Passer la charrue. Creuser son sillon. Réaffirmer, marteler son identité. La continuité, l’enfoncement même, plutôt que la rupture. C’était tout le programme du long discours de Toulon, deuxième du nom, de Nicolas Sarkozy.
On dit parfois que la pédagogie, c’est la répétition. A ce compte-là, Nicolas Sarkozy a effectivement fait de la pédagogie, comme il l’avait annoncé avant ce qui tenait plus du meeting de campagne que d’un discours présidentiel. Présentant une sorte de best-of des fondamentaux du sarkozysme, avec en toile de fond un double message : ce monde est dangereux ; je suis le seul à pouvoir vous y guider sain et sauf, le seul à pouvoir « éclairer » le bon « chemin », comme dirait Jean-François Copé. « Je ne reviendrai jamais sur [mes] choix ». A la différence de mes adversaires.

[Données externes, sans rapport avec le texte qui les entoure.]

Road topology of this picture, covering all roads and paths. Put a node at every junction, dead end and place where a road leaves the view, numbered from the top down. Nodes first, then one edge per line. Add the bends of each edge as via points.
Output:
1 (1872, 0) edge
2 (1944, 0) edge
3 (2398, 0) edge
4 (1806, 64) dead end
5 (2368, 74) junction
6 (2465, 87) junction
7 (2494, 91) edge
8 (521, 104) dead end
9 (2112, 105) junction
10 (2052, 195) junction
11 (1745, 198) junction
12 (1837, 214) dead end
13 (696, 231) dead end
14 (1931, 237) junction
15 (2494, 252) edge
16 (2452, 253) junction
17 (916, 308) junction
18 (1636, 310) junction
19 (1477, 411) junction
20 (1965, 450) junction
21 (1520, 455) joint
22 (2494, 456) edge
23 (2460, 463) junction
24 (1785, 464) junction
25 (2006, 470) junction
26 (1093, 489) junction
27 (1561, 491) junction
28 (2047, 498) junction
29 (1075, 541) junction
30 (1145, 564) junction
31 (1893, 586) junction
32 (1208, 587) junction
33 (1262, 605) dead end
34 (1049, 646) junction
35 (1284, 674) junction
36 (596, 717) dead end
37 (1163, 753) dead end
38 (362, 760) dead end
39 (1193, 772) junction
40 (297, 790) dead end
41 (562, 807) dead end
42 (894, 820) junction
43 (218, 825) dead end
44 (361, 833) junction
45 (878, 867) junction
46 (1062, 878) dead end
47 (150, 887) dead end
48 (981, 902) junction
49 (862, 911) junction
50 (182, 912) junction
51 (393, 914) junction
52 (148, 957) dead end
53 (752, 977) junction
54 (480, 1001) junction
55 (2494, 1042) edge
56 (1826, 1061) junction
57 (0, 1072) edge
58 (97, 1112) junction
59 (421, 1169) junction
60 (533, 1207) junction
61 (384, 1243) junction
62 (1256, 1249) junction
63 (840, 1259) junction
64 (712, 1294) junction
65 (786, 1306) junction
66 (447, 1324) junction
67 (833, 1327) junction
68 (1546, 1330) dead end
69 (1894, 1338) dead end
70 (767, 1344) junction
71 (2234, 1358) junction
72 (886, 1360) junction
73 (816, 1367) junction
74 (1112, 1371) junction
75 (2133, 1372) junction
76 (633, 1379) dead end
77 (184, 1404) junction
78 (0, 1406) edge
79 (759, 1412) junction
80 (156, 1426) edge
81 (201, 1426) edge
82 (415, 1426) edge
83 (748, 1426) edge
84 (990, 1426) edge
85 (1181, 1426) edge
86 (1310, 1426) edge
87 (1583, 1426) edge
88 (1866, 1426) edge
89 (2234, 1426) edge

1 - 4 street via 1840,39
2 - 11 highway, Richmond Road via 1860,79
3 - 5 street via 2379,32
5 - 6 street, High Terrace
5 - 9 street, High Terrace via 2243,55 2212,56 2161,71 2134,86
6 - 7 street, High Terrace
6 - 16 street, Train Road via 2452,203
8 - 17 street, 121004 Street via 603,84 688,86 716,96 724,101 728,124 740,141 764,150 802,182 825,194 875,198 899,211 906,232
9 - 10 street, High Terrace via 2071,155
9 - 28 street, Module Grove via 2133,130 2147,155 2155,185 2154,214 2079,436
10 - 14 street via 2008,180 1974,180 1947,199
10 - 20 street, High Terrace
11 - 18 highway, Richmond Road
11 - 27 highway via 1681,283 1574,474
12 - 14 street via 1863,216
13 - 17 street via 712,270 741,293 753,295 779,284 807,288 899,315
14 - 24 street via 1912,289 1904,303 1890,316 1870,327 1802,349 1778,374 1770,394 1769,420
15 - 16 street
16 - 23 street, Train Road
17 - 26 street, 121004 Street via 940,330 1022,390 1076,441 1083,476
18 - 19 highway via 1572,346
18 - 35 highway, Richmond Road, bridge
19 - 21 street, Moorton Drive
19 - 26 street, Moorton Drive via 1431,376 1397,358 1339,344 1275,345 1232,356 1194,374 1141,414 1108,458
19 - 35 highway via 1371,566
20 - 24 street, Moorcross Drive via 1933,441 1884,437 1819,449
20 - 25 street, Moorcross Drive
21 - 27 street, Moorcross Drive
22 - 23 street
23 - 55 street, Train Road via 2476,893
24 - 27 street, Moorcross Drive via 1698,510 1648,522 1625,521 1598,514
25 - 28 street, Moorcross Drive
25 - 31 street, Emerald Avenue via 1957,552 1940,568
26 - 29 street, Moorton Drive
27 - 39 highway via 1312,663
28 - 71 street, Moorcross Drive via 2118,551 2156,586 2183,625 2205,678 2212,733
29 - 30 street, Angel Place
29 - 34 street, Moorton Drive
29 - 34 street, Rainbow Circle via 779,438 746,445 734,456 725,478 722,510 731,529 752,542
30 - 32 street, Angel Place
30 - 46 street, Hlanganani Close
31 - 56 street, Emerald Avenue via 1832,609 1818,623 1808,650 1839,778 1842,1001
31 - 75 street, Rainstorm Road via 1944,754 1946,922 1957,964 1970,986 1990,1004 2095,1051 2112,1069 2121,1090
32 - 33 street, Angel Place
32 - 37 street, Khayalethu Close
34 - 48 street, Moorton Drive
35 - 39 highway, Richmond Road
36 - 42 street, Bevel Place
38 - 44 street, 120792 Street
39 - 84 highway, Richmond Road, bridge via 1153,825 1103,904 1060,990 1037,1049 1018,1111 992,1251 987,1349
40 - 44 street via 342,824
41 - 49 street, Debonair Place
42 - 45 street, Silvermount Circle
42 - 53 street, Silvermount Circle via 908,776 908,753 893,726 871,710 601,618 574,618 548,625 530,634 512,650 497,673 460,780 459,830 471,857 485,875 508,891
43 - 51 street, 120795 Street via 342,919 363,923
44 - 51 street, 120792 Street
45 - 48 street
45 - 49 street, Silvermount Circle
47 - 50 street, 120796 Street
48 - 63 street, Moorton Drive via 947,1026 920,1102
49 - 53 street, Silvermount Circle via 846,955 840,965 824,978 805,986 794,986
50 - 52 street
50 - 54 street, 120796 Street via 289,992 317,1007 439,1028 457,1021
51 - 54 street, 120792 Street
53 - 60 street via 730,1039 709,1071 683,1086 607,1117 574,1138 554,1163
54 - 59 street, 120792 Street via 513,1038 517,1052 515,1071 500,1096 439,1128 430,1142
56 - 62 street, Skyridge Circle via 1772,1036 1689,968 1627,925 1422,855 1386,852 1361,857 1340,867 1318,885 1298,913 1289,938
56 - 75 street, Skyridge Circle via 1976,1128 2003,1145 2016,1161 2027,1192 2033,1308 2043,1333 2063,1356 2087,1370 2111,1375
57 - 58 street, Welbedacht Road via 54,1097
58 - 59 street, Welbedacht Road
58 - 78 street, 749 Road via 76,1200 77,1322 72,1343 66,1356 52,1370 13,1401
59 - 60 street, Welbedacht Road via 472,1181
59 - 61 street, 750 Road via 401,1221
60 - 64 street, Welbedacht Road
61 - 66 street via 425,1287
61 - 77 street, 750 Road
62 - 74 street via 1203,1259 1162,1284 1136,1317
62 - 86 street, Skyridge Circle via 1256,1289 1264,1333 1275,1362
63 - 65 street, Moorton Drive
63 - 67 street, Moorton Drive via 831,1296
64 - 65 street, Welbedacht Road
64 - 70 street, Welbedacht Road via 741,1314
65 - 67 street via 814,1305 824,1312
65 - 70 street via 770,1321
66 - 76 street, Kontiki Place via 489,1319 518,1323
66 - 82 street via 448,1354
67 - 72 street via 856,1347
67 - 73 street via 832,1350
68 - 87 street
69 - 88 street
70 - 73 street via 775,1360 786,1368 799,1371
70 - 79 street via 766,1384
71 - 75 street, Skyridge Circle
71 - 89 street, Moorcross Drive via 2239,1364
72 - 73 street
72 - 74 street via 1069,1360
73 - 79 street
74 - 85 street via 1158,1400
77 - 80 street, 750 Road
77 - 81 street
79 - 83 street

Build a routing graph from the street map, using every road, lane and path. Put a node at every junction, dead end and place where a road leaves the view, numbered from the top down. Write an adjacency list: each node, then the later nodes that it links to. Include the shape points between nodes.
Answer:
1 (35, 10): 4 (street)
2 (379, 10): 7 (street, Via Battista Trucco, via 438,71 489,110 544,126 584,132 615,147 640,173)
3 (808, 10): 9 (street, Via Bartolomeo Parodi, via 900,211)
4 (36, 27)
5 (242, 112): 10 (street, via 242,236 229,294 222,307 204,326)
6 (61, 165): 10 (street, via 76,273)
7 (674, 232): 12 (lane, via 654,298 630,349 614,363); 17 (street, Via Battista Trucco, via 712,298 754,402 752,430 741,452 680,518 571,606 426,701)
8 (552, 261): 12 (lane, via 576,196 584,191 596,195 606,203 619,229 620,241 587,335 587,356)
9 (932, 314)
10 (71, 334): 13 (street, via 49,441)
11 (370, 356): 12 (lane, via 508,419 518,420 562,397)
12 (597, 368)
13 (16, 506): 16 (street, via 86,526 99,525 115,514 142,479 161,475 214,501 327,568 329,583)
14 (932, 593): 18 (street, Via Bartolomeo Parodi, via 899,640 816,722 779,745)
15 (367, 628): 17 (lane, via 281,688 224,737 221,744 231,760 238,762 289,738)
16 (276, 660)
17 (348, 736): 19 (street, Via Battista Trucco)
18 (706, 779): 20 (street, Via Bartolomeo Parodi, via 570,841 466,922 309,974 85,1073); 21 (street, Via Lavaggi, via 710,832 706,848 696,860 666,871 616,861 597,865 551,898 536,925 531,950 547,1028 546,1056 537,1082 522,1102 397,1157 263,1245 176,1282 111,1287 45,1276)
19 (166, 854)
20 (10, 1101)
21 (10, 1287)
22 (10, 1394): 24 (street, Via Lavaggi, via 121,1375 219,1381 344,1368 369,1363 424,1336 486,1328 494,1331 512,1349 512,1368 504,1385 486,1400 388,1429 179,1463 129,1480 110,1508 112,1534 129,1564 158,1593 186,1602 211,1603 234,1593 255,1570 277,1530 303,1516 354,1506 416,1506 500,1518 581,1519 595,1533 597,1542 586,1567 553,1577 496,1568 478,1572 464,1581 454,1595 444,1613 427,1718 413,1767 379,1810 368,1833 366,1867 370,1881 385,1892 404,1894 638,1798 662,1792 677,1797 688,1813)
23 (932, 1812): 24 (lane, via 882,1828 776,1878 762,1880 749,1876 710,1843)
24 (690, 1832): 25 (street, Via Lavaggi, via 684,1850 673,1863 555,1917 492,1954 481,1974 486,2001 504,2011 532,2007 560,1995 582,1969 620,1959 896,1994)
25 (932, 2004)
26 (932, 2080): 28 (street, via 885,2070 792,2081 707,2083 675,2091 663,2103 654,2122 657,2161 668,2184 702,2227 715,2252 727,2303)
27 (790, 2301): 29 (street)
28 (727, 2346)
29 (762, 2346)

Tous les fétiches du sarkozysme avaient donc répondu présent, et c’était même le sens de l’introduction du discours : de 2007 et 2008 à aujourd’hui, tout n’est que continuité et maîtrise, résultat de la volonté politique sarkozienne qui s’est inexorablement appliquée. « Je n’ai pas écouté ceux qui me conseillaient de ne rien dire ». Le chef Sarkozy a décidé, tranché. « En septembre 2008, ici, à Toulon, au cœur de la tourmente, j’ai tracé une perspective ». Tous les fétiches, les symboles peuvent alors être égrainés : le culte de la réforme (la crise appelle « à accélérer le rythme des réformes », « nous ne pouvons pas garder la même organisation de notre protection sociale que celle de l’après-guerre »). La valeur travail (il faut ramener « le balancier de l’économie vers le travail », « ceux qui travaillent et qui sont proportionnellement de moins en moins nombreux », « répondre à la crise par le travail, par l’effort », « les 35 ont été des fautes graves », « nous devons continuer d’encourager le travail et donc les heures supplémentaires ») – avec un « sur l’emploi on n’a pas tout essayé » en guise de coup de pied de l’âne à Mitterrand. La dénonciation des assistés (« une minorité qui voudrait profiter du système », « L’habitude qu’avait prise l’Etat d’être un guichet où l’on répondait oui »). L’immigration et l’identité nationale (« nous n’accepterons pas une immigration incontrôlée qui ruinerait notre protection sociale, perturberait notre façon de vivre, bousculerait nos valeurs »). Certes, Sarkozy est flou, il ne propose rien de vraiment précis (j’avais même pensé à intituler ce billet « Sarkozy dans le creux du vague »), mais ce n’est visiblement pas son souci du jour : il est venu faire de la politique, de l’idéologie, imposer une grille de lecture et des concepts.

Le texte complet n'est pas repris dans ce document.